There were 134 households, of which 28.4% had children under the age of 18 living with them, 51.5% were married couples living together, 9.7% had a female householder with no husband present, 6.0% had a male householder with no wife present, and 32.8% were non-families. 26.1% of all households were made up of individuals, and 8.2% had someone living alone who was 65 years of age or older. The average household size was 2.43 and the average family size was 2.94.

The median age in the village was 39.3 years. 23.4% of residents were under the age of 18; 6.4% were between the ages of 18 and 24; 25.8% were from 25 to 44; 27.8% were from 45 to 64; and 16.6% were 65 years of age or older. The gender makeup of the village was 48.9% male and 51.1% female.

===2000 census===
As of the census of 2000, there were 382 people, 154 households, and 103 families living in the village. The population density was 1,616.1 PD/sqmi. There were 161 housing units at an average density of 681.1 /sqmi. The racial makeup of the village was 97.64% White, 1.83% from other races, and 0.52% from two or more races. Hispanic or Latino of any race were 2.62% of the population.
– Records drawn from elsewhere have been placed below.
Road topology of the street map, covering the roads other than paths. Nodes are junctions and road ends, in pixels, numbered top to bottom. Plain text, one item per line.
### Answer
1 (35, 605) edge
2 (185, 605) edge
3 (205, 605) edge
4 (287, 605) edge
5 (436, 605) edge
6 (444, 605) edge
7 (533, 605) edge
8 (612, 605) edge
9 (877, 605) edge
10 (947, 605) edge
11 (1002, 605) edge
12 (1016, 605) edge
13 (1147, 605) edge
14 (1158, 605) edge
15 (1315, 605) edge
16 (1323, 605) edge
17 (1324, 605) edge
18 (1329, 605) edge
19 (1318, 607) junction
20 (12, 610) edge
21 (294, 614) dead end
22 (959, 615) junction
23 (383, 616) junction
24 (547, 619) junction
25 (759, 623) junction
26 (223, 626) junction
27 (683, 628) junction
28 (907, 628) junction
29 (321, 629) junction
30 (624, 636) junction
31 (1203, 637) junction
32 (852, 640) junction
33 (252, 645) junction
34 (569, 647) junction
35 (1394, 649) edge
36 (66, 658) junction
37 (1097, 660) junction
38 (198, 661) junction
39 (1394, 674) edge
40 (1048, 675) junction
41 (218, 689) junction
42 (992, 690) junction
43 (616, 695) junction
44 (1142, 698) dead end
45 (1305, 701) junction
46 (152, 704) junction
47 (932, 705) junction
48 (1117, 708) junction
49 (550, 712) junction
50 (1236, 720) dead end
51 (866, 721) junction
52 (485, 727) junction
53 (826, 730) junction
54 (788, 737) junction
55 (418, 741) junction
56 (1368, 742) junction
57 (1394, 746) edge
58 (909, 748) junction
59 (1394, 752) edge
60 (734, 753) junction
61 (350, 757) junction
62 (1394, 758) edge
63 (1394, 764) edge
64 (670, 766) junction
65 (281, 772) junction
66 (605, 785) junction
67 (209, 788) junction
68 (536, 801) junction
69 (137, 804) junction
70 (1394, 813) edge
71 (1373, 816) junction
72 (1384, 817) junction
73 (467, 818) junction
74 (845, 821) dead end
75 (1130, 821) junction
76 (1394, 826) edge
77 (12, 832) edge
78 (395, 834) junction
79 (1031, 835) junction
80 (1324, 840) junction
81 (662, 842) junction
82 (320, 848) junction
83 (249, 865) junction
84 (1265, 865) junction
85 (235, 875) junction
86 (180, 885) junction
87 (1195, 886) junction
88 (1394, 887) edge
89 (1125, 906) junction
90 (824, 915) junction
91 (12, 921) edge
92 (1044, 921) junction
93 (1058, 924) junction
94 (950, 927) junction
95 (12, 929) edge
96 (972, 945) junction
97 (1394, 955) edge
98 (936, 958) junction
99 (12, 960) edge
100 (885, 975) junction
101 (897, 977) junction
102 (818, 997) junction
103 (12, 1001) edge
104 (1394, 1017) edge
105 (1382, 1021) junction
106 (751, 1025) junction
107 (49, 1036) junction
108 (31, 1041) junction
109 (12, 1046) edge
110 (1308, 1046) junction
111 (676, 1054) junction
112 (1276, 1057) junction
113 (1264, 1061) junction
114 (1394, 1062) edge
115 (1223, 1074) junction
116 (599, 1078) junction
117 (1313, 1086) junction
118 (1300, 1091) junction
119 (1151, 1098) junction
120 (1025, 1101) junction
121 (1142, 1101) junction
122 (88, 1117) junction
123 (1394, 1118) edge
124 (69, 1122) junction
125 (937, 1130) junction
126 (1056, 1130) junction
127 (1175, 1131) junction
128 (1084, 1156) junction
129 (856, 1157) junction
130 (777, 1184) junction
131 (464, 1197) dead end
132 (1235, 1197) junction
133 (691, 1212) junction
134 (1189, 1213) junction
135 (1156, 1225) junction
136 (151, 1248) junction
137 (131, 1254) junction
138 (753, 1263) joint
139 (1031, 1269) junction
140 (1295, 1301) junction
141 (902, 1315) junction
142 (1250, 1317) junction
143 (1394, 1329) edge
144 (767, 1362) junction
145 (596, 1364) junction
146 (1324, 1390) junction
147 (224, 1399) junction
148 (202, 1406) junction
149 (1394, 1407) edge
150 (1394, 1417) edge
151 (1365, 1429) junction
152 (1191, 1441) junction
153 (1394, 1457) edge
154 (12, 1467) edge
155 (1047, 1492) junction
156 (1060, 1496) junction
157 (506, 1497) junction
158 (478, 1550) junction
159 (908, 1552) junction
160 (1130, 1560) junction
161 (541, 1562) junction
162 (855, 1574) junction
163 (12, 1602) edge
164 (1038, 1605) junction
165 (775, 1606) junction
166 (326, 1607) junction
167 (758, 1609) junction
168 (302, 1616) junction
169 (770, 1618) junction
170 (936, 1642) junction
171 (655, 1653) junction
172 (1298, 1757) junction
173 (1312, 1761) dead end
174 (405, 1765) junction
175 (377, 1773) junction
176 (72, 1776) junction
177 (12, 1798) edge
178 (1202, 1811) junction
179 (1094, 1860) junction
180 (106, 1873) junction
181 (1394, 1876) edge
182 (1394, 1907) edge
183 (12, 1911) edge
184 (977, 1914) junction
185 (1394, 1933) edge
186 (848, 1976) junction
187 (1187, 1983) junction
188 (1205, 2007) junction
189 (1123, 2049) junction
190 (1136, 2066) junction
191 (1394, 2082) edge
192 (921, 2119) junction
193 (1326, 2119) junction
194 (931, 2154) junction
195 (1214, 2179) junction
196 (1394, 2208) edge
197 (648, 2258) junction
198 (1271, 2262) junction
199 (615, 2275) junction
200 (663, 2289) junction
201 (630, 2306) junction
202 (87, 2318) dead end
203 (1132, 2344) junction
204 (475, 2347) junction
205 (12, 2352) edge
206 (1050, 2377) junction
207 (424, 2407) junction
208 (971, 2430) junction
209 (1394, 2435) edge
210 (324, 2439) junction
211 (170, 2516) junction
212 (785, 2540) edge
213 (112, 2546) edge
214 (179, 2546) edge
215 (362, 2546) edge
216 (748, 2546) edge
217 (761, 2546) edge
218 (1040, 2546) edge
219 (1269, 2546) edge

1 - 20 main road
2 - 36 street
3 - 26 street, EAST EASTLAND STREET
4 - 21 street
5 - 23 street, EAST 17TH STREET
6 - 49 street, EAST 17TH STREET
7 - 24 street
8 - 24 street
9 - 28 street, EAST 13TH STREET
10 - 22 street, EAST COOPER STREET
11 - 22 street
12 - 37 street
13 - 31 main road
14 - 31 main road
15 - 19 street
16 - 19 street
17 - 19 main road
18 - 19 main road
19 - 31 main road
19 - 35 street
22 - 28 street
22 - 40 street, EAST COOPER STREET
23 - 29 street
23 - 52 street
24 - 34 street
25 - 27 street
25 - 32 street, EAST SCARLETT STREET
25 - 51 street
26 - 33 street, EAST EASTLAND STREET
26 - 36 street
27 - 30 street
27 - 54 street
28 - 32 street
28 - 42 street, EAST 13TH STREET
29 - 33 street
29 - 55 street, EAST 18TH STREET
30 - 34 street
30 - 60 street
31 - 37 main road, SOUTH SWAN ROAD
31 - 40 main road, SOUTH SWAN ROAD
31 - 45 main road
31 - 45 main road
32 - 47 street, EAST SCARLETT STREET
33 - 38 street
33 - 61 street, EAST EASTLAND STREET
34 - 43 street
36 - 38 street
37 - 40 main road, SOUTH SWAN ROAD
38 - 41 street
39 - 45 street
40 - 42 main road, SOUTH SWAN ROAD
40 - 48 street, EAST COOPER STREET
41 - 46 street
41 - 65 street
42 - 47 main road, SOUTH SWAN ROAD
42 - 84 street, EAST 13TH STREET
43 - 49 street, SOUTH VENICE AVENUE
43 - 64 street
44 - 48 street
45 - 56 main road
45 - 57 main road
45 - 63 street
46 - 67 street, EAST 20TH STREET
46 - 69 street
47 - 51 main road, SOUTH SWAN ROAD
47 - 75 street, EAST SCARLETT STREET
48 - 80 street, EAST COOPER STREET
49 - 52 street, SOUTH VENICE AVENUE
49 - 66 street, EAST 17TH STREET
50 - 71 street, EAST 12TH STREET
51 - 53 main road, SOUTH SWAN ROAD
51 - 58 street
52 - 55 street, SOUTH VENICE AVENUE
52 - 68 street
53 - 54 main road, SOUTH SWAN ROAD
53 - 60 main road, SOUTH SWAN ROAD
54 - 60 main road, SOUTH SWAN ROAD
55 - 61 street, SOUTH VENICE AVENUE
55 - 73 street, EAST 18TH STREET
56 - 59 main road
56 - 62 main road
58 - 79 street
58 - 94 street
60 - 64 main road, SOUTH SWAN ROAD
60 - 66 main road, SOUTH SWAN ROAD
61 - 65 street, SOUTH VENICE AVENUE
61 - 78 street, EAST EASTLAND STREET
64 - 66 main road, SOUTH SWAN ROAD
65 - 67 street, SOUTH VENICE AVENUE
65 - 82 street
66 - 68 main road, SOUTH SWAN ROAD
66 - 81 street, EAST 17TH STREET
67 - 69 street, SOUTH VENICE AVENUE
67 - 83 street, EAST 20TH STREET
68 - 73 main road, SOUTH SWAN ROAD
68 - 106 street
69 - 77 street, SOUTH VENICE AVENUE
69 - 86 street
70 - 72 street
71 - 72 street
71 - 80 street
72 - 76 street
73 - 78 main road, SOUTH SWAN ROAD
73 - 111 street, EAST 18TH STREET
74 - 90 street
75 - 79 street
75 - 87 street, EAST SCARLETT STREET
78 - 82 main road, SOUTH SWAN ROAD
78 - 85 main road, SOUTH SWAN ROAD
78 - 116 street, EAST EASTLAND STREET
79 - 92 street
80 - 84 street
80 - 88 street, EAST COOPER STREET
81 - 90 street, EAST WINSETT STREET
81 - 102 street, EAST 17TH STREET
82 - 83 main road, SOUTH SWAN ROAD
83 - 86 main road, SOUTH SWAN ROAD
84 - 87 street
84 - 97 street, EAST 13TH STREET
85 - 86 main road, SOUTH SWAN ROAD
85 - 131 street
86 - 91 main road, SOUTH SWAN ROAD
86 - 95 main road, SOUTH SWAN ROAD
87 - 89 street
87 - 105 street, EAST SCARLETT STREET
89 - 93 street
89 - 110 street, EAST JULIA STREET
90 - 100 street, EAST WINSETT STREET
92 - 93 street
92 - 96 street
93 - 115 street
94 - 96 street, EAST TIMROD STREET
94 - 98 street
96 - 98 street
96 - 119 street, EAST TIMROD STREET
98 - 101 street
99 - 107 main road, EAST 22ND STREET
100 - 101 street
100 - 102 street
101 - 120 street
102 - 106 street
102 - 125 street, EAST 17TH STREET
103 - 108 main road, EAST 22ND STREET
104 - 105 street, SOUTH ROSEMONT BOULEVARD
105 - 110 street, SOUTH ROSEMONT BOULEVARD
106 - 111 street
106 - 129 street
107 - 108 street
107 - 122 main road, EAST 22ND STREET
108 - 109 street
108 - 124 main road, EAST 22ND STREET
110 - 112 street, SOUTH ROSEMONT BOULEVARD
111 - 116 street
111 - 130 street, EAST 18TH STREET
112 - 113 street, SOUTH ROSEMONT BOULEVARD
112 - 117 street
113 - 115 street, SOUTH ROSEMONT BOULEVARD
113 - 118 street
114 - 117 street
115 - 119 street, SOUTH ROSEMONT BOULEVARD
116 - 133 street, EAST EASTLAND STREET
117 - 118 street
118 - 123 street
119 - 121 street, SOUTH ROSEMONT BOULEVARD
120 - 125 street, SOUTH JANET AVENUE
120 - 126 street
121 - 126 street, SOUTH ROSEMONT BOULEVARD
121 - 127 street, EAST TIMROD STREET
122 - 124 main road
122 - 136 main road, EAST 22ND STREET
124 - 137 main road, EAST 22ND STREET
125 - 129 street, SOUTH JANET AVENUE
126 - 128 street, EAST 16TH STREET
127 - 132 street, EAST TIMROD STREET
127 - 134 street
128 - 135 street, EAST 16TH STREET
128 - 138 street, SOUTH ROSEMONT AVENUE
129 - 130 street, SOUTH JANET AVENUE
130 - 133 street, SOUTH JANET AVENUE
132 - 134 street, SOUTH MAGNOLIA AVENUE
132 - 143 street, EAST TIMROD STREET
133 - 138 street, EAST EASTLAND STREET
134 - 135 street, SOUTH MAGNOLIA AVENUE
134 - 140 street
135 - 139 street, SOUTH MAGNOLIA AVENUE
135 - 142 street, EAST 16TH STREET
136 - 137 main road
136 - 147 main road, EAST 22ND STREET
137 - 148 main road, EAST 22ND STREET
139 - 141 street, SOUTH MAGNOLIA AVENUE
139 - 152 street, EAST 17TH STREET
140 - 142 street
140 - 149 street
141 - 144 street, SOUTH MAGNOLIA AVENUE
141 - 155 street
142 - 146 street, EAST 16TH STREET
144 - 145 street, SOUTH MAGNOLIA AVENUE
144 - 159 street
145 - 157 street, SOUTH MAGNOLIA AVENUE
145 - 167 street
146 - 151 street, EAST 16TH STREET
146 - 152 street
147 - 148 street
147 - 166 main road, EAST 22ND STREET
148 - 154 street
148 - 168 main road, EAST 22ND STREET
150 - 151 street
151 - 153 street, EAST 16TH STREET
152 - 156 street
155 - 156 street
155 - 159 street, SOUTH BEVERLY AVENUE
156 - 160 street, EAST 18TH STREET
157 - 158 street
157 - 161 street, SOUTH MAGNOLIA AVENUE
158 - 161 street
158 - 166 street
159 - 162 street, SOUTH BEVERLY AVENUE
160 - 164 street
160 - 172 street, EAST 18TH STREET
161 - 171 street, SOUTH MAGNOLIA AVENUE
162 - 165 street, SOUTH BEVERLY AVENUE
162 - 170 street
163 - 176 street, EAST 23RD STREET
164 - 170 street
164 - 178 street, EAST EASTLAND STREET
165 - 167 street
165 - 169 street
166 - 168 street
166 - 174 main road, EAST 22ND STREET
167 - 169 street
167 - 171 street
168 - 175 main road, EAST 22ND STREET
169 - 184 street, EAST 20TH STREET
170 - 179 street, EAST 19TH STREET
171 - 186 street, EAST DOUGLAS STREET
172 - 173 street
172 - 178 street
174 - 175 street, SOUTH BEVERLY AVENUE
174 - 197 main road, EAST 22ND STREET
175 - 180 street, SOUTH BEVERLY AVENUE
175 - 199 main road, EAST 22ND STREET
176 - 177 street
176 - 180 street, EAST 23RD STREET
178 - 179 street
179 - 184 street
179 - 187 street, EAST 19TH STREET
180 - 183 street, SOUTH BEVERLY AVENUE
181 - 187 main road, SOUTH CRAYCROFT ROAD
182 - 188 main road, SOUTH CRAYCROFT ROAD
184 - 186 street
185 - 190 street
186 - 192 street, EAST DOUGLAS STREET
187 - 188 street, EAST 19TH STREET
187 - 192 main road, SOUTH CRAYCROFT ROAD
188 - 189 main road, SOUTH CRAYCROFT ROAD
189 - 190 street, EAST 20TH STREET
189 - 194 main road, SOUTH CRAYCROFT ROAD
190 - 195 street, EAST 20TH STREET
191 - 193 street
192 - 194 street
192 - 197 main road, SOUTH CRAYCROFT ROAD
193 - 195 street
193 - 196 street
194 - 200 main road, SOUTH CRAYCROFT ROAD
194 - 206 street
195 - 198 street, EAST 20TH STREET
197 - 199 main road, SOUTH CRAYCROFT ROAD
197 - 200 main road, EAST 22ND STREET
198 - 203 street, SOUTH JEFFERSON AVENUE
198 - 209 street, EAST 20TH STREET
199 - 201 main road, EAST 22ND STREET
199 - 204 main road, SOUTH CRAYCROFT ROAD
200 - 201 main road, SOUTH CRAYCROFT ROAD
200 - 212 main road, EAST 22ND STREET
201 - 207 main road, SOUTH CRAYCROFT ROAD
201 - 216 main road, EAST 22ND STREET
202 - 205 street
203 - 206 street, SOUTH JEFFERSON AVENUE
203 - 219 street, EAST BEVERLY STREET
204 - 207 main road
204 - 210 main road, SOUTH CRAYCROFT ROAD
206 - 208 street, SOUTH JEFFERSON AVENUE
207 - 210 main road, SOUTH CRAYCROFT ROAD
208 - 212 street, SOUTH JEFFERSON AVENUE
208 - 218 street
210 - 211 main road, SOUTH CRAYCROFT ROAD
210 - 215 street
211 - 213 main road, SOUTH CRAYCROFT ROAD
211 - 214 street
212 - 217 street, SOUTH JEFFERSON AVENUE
There were 154 households, out of which 27.9% had children under the age of 18 living with them, 48.1% were married couples living together, 11.0% had a female householder with no husband present, and 33.1% were non-families. 22.7% of all households were made up of individuals, and 5.8% had someone living alone who was 65 years of age or older. The average household size was 2.48 and the average family size was 2.93.

In the village, the population was spread out, with 23.8% under the age of 18, 10.7% from 18 to 24, 27.5% from 25 to 44, 25.1% from 45 to 64, and 12.8% who were 65 years of age or older. The median age was 37 years. For every 100 females, there were 120.8 males. For every 100 females age 18 and over, there were 109.4 males.

As of 2000 the median income for a household in the village was $34,063, and the median income for a family was $38,409. Males had a median income of $26,518 versus $19,375 for females. The per capita income for the village was $14,675. About 4.4% of families and 9.1% of the population were below the poverty line, including 11.9% of those under age 18 and 12.3% of those age 65 or over.